[Records from a collection]

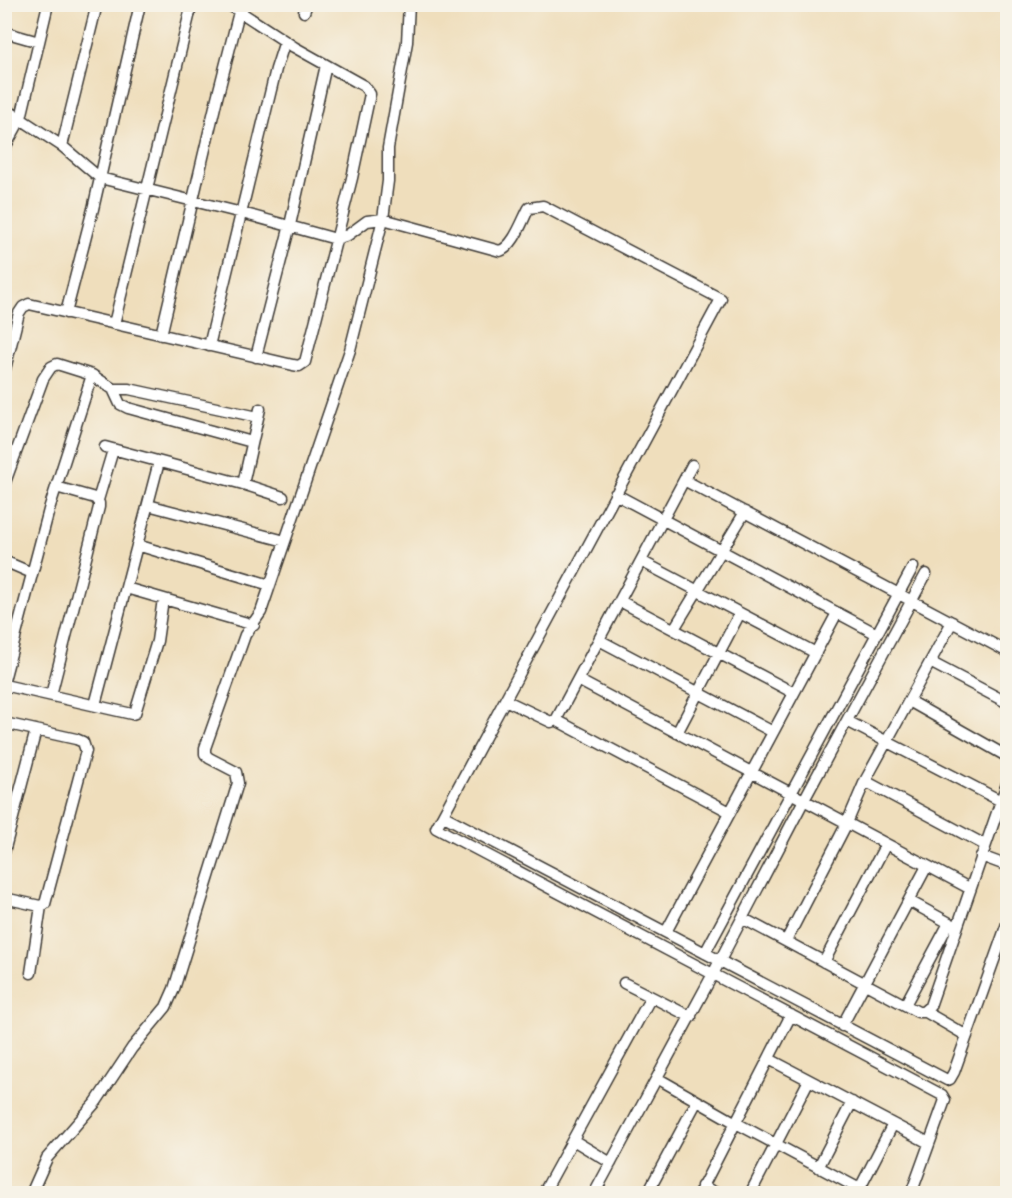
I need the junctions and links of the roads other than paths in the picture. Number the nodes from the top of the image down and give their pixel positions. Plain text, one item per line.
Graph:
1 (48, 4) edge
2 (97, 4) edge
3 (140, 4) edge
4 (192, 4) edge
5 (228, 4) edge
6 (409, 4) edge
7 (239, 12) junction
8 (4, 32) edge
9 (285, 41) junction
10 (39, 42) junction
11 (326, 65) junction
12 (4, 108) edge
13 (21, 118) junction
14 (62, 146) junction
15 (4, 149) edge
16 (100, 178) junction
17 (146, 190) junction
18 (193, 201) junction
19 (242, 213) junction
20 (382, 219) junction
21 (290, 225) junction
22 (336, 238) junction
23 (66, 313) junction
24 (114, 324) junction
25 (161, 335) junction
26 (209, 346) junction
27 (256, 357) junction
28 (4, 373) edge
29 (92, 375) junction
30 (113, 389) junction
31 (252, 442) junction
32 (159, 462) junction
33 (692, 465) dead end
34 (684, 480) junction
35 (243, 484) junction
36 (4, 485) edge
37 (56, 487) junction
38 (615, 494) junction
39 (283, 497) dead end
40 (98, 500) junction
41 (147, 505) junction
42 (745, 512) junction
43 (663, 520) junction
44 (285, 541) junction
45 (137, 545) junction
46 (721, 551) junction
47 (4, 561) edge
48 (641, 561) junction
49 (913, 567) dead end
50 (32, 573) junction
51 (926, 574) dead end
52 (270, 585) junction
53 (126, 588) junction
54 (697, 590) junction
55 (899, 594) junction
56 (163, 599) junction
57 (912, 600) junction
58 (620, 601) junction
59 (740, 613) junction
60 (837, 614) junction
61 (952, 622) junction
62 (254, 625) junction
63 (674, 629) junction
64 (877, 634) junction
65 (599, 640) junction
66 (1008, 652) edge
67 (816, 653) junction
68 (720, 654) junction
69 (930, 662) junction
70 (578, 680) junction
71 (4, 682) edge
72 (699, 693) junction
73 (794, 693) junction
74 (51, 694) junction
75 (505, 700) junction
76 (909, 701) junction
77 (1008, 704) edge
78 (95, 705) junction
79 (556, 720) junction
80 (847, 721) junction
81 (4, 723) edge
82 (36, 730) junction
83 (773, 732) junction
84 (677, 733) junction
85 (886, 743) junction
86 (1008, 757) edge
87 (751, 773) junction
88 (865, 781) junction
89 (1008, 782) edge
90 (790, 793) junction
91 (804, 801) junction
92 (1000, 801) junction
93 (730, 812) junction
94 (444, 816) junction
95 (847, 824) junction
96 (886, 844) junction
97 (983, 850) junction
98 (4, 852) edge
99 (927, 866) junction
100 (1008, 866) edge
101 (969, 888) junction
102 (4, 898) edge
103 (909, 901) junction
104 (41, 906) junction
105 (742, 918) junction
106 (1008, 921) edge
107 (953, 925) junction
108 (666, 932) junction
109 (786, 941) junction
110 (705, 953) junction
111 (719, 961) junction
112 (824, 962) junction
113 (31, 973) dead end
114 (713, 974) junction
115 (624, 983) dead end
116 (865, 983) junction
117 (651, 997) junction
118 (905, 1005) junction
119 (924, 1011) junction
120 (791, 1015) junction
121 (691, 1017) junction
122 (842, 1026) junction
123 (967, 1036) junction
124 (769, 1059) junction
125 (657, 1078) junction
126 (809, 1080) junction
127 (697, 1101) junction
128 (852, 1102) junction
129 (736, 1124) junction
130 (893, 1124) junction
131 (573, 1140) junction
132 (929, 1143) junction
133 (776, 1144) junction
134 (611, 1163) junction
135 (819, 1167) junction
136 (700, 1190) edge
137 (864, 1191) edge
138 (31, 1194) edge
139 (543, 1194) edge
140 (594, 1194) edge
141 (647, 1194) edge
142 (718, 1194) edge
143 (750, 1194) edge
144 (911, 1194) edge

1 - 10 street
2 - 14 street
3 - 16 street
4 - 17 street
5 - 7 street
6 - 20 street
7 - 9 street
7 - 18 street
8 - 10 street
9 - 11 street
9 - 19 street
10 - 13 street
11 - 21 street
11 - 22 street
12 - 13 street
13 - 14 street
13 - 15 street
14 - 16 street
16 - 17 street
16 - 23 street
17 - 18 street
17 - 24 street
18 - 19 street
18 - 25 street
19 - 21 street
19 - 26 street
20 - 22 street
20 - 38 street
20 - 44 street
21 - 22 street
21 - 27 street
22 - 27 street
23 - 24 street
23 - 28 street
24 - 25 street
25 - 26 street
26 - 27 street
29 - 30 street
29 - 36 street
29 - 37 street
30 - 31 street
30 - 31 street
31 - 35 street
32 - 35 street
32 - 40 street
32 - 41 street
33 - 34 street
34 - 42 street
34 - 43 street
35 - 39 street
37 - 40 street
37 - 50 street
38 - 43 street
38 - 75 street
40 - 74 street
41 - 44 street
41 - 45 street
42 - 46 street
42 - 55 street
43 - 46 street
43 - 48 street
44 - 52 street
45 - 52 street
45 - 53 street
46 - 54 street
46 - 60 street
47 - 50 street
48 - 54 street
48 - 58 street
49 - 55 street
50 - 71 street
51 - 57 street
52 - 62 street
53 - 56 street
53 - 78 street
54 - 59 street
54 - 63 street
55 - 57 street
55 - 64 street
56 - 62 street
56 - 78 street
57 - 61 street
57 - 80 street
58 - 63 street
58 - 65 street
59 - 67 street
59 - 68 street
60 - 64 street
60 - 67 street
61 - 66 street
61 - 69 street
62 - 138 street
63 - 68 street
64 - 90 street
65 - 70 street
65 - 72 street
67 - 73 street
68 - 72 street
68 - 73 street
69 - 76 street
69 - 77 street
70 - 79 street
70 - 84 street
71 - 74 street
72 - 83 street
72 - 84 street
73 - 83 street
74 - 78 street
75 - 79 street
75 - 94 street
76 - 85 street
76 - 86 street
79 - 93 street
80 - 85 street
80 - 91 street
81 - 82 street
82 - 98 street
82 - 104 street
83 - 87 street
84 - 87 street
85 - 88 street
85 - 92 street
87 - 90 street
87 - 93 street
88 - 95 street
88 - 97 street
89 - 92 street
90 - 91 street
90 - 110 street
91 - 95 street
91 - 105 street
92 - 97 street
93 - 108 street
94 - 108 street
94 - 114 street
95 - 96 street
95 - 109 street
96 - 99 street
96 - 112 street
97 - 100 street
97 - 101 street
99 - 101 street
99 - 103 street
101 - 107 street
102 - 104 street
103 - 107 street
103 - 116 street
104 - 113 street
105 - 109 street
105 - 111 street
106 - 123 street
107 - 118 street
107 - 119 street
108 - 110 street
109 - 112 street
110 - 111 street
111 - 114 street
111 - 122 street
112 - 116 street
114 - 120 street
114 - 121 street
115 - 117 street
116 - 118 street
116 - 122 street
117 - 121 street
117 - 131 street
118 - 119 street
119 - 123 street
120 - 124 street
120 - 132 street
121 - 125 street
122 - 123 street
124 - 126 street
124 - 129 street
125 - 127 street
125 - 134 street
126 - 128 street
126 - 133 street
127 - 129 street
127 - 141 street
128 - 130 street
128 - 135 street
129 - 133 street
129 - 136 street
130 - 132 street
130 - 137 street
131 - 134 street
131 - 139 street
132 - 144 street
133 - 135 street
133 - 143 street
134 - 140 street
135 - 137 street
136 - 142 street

==

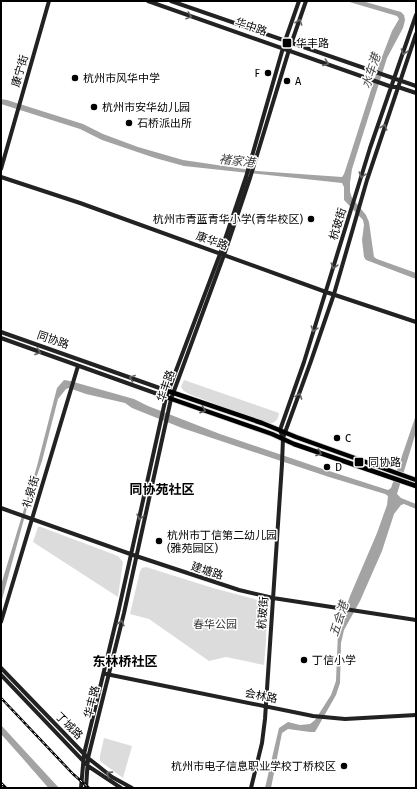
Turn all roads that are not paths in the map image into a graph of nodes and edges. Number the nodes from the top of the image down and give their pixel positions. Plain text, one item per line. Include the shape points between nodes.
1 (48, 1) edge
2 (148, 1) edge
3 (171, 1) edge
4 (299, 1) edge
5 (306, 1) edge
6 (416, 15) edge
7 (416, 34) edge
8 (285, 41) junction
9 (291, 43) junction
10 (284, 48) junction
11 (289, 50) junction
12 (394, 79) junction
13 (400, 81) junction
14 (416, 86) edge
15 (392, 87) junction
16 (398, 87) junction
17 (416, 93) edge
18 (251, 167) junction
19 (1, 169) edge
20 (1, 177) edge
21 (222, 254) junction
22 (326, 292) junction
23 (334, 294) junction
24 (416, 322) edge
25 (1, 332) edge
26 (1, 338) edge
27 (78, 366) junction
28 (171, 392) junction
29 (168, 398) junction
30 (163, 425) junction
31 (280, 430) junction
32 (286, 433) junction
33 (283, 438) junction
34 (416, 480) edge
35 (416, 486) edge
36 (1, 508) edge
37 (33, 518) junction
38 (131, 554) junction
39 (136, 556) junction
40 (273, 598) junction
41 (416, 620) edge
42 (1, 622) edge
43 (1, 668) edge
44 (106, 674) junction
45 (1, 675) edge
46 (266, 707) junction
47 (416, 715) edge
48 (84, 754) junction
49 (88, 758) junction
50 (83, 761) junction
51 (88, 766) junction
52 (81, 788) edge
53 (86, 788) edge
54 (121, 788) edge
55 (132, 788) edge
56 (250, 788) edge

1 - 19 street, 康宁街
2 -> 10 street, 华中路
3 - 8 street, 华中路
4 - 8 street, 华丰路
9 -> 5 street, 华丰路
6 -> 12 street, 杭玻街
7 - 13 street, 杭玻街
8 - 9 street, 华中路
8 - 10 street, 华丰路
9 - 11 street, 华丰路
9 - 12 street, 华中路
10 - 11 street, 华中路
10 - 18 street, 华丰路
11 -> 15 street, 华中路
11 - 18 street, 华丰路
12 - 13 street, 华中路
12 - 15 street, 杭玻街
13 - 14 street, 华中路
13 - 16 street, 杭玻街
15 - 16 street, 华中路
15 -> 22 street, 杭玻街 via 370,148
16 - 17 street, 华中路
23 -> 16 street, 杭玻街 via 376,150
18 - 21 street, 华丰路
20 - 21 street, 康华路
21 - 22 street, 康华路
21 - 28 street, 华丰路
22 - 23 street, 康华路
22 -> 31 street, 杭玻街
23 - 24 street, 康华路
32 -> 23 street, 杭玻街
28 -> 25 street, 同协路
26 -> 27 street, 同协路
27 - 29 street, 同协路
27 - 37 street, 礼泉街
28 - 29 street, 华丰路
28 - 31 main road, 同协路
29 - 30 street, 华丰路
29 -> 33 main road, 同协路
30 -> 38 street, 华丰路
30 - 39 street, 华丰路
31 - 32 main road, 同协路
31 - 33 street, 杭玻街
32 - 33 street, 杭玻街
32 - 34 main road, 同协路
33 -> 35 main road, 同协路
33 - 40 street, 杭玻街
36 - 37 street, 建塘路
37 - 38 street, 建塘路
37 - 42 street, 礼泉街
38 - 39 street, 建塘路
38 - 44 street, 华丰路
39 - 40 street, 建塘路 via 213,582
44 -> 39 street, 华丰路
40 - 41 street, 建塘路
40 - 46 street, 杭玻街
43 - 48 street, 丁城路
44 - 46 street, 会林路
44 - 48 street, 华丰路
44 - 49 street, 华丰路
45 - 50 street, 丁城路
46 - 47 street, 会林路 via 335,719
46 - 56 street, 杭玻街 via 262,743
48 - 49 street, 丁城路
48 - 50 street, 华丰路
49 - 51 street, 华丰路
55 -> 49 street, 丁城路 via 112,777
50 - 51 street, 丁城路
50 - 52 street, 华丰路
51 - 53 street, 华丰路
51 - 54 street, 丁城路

◆ ABOUT THIS EXERCISE
All lines above holding the word "give" make up the answer; copy each one.

◆ ANSWER AREA
I need the junctions and links of the roads other than paths in the picture. Number the nodes from the top of the image down and give their pixel positions. Plain text, one item per line.
Turn all roads that are not paths in the map image into a graph of nodes and edges. Number the nodes from the top of the image down and give their pixel positions. Plain text, one item per line. Include the shape points between nodes.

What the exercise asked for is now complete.